● **Goal of the exercise**:
What is needed here is every entry, retyped exactly.

◆ ◆ ◆ ◆ ◆

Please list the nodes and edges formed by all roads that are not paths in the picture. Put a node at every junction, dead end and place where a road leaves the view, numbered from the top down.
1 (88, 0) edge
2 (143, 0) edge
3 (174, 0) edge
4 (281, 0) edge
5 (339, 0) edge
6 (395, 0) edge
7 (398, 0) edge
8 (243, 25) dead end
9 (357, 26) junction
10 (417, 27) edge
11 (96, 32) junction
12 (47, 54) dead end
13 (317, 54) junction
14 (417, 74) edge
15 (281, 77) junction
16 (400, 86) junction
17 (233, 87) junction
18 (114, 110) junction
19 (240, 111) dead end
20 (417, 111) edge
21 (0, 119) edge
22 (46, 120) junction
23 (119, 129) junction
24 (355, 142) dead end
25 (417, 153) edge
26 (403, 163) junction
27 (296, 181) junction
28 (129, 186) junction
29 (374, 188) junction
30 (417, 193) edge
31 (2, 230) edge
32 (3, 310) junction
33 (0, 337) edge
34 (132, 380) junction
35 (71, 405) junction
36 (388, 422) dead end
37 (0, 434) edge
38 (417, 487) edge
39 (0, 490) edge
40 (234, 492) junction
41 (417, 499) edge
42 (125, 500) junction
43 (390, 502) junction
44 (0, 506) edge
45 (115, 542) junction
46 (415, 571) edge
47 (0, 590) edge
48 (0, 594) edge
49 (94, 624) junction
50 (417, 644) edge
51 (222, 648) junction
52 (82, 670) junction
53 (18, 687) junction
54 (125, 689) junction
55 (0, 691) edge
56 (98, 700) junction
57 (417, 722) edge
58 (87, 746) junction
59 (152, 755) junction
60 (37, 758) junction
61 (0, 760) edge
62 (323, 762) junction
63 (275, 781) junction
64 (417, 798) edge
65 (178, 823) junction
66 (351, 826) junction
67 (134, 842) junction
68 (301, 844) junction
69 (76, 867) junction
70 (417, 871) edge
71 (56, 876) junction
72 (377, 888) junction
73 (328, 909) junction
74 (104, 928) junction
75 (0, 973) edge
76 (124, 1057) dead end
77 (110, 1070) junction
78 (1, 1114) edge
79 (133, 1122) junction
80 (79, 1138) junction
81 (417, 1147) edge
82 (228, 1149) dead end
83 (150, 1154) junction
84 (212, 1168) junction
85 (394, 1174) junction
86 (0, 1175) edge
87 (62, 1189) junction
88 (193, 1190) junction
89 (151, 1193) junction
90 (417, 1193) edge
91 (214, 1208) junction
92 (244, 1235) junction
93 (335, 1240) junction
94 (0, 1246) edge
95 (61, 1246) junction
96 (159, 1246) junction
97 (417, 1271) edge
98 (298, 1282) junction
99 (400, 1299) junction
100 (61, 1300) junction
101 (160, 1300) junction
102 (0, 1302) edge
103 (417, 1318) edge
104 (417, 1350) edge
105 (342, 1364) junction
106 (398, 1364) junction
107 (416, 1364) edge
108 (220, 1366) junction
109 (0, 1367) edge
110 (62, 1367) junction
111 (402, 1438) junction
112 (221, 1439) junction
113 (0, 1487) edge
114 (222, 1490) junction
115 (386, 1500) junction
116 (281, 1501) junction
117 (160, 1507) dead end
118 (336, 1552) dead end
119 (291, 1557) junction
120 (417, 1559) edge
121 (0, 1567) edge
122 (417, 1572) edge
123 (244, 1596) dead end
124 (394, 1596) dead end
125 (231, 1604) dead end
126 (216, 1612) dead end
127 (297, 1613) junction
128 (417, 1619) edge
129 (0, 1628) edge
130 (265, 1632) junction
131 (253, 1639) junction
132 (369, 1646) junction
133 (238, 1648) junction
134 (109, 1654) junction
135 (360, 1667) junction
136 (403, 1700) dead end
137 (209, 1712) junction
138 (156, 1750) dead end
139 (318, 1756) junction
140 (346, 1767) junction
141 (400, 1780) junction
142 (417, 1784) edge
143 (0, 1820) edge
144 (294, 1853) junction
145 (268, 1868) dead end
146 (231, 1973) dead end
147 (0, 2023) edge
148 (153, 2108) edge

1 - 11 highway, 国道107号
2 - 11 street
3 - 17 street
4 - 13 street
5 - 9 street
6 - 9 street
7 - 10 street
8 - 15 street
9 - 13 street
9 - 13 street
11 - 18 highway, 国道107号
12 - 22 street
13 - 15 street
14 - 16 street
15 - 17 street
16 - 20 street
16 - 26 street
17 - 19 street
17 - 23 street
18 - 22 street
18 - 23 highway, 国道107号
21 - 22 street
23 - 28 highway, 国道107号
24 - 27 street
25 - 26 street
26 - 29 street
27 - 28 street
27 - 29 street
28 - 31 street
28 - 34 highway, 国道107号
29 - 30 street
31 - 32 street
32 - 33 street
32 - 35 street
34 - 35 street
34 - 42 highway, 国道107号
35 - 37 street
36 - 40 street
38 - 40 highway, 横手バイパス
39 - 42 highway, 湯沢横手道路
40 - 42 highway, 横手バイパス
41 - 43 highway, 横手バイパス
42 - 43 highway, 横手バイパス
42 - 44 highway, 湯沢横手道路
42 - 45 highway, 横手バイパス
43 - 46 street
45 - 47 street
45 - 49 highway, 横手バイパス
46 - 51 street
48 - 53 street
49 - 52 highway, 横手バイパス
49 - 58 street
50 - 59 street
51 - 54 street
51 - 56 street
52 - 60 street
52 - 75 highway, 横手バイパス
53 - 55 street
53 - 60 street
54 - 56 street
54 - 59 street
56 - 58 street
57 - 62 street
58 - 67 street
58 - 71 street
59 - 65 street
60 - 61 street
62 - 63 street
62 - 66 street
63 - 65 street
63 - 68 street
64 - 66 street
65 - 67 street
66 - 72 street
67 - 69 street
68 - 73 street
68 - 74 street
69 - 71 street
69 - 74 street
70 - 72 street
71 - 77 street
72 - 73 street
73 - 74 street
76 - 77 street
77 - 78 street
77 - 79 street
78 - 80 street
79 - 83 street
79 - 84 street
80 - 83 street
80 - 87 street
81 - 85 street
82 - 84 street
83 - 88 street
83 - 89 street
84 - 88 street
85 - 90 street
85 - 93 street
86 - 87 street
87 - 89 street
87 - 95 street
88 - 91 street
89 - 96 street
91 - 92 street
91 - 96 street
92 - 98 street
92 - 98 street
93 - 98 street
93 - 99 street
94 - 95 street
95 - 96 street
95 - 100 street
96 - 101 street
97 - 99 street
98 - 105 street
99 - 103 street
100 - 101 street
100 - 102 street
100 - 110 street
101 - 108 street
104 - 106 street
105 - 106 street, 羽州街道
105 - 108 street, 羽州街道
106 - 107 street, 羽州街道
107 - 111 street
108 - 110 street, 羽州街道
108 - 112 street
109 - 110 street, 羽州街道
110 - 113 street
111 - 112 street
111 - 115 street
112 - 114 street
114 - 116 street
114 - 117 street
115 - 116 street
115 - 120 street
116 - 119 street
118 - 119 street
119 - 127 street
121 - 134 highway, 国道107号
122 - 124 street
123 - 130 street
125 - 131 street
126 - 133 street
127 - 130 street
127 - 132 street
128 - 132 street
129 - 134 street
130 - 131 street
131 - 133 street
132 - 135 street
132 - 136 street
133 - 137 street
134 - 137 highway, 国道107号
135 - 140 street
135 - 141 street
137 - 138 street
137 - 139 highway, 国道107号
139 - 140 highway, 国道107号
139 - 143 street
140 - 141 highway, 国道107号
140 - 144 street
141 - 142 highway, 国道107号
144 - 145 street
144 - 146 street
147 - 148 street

◆ ◆ ◆ ◆ ◆

● **Answer section**:
Please list the nodes and edges formed by all roads that are not paths in the picture. Put a node at every junction, dead end and place where a road leaves the view, numbered from the top down.
1 (88, 0) edge
2 (143, 0) edge
3 (174, 0) edge
4 (281, 0) edge
5 (339, 0) edge
6 (395, 0) edge
7 (398, 0) edge
8 (243, 25) dead end
9 (357, 26) junction
10 (417, 27) edge
11 (96, 32) junction
12 (47, 54) dead end
13 (317, 54) junction
14 (417, 74) edge
15 (281, 77) junction
16 (400, 86) junction
17 (233, 87) junction
18 (114, 110) junction
19 (240, 111) dead end
20 (417, 111) edge
21 (0, 119) edge
22 (46, 120) junction
23 (119, 129) junction
24 (355, 142) dead end
25 (417, 153) edge
26 (403, 163) junction
27 (296, 181) junction
28 (129, 186) junction
29 (374, 188) junction
30 (417, 193) edge
31 (2, 230) edge
32 (3, 310) junction
33 (0, 337) edge
34 (132, 380) junction
35 (71, 405) junction
36 (388, 422) dead end
37 (0, 434) edge
38 (417, 487) edge
39 (0, 490) edge
40 (234, 492) junction
41 (417, 499) edge
42 (125, 500) junction
43 (390, 502) junction
44 (0, 506) edge
45 (115, 542) junction
46 (415, 571) edge
47 (0, 590) edge
48 (0, 594) edge
49 (94, 624) junction
50 (417, 644) edge
51 (222, 648) junction
52 (82, 670) junction
53 (18, 687) junction
54 (125, 689) junction
55 (0, 691) edge
56 (98, 700) junction
57 (417, 722) edge
58 (87, 746) junction
59 (152, 755) junction
60 (37, 758) junction
61 (0, 760) edge
62 (323, 762) junction
63 (275, 781) junction
64 (417, 798) edge
65 (178, 823) junction
66 (351, 826) junction
67 (134, 842) junction
68 (301, 844) junction
69 (76, 867) junction
70 (417, 871) edge
71 (56, 876) junction
72 (377, 888) junction
73 (328, 909) junction
74 (104, 928) junction
75 (0, 973) edge
76 (124, 1057) dead end
77 (110, 1070) junction
78 (1, 1114) edge
79 (133, 1122) junction
80 (79, 1138) junction
81 (417, 1147) edge
82 (228, 1149) dead end
83 (150, 1154) junction
84 (212, 1168) junction
85 (394, 1174) junction
86 (0, 1175) edge
87 (62, 1189) junction
88 (193, 1190) junction
89 (151, 1193) junction
90 (417, 1193) edge
91 (214, 1208) junction
92 (244, 1235) junction
93 (335, 1240) junction
94 (0, 1246) edge
95 (61, 1246) junction
96 (159, 1246) junction
97 (417, 1271) edge
98 (298, 1282) junction
99 (400, 1299) junction
100 (61, 1300) junction
101 (160, 1300) junction
102 (0, 1302) edge
103 (417, 1318) edge
104 (417, 1350) edge
105 (342, 1364) junction
106 (398, 1364) junction
107 (416, 1364) edge
108 (220, 1366) junction
109 (0, 1367) edge
110 (62, 1367) junction
111 (402, 1438) junction
112 (221, 1439) junction
113 (0, 1487) edge
114 (222, 1490) junction
115 (386, 1500) junction
116 (281, 1501) junction
117 (160, 1507) dead end
118 (336, 1552) dead end
119 (291, 1557) junction
120 (417, 1559) edge
121 (0, 1567) edge
122 (417, 1572) edge
123 (244, 1596) dead end
124 (394, 1596) dead end
125 (231, 1604) dead end
126 (216, 1612) dead end
127 (297, 1613) junction
128 (417, 1619) edge
129 (0, 1628) edge
130 (265, 1632) junction
131 (253, 1639) junction
132 (369, 1646) junction
133 (238, 1648) junction
134 (109, 1654) junction
135 (360, 1667) junction
136 (403, 1700) dead end
137 (209, 1712) junction
138 (156, 1750) dead end
139 (318, 1756) junction
140 (346, 1767) junction
141 (400, 1780) junction
142 (417, 1784) edge
143 (0, 1820) edge
144 (294, 1853) junction
145 (268, 1868) dead end
146 (231, 1973) dead end
147 (0, 2023) edge
148 (153, 2108) edge

1 - 11 highway, 国道107号
2 - 11 street
3 - 17 street
4 - 13 street
5 - 9 street
6 - 9 street
7 - 10 street
8 - 15 street
9 - 13 street
9 - 13 street
11 - 18 highway, 国道107号
12 - 22 street
13 - 15 street
14 - 16 street
15 - 17 street
16 - 20 street
16 - 26 street
17 - 19 street
17 - 23 street
18 - 22 street
18 - 23 highway, 国道107号
21 - 22 street
23 - 28 highway, 国道107号
24 - 27 street
25 - 26 street
26 - 29 street
27 - 28 street
27 - 29 street
28 - 31 street
28 - 34 highway, 国道107号
29 - 30 street
31 - 32 street
32 - 33 street
32 - 35 street
34 - 35 street
34 - 42 highway, 国道107号
35 - 37 street
36 - 40 street
38 - 40 highway, 横手バイパス
39 - 42 highway, 湯沢横手道路
40 - 42 highway, 横手バイパス
41 - 43 highway, 横手バイパス
42 - 43 highway, 横手バイパス
42 - 44 highway, 湯沢横手道路
42 - 45 highway, 横手バイパス
43 - 46 street
45 - 47 street
45 - 49 highway, 横手バイパス
46 - 51 street
48 - 53 street
49 - 52 highway, 横手バイパス
49 - 58 street
50 - 59 street
51 - 54 street
51 - 56 street
52 - 60 street
52 - 75 highway, 横手バイパス
53 - 55 street
53 - 60 street
54 - 56 street
54 - 59 street
56 - 58 street
57 - 62 street
58 - 67 street
58 - 71 street
59 - 65 street
60 - 61 street
62 - 63 street
62 - 66 street
63 - 65 street
63 - 68 street
64 - 66 street
65 - 67 street
66 - 72 street
67 - 69 street
68 - 73 street
68 - 74 street
69 - 71 street
69 - 74 street
70 - 72 street
71 - 77 street
72 - 73 street
73 - 74 street
76 - 77 street
77 - 78 street
77 - 79 street
78 - 80 street
79 - 83 street
79 - 84 street
80 - 83 street
80 - 87 street
81 - 85 street
82 - 84 street
83 - 88 street
83 - 89 street
84 - 88 street
85 - 90 street
85 - 93 street
86 - 87 street
87 - 89 street
87 - 95 street
88 - 91 street
89 - 96 street
91 - 92 street
91 - 96 street
92 - 98 street
92 - 98 street
93 - 98 street
93 - 99 street
94 - 95 street
95 - 96 street
95 - 100 street
96 - 101 street
97 - 99 street
98 - 105 street
99 - 103 street
100 - 101 street
100 - 102 street
100 - 110 street
101 - 108 street
104 - 106 street
105 - 106 street, 羽州街道
105 - 108 street, 羽州街道
106 - 107 street, 羽州街道
107 - 111 street
108 - 110 street, 羽州街道
108 - 112 street
109 - 110 street, 羽州街道
110 - 113 street
111 - 112 street
111 - 115 street
112 - 114 street
114 - 116 street
114 - 117 street
115 - 116 street
115 - 120 street
116 - 119 street
118 - 119 street
119 - 127 street
121 - 134 highway, 国道107号
122 - 124 street
123 - 130 street
125 - 131 street
126 - 133 street
127 - 130 street
127 - 132 street
128 - 132 street
129 - 134 street
130 - 131 street
131 - 133 street
132 - 135 street
132 - 136 street
133 - 137 street
134 - 137 highway, 国道107号
135 - 140 street
135 - 141 street
137 - 138 street
137 - 139 highway, 国道107号
139 - 140 highway, 国道107号
139 - 143 street
140 - 141 highway, 国道107号
140 - 144 street
141 - 142 highway, 国道107号
144 - 145 street
144 - 146 street
147 - 148 street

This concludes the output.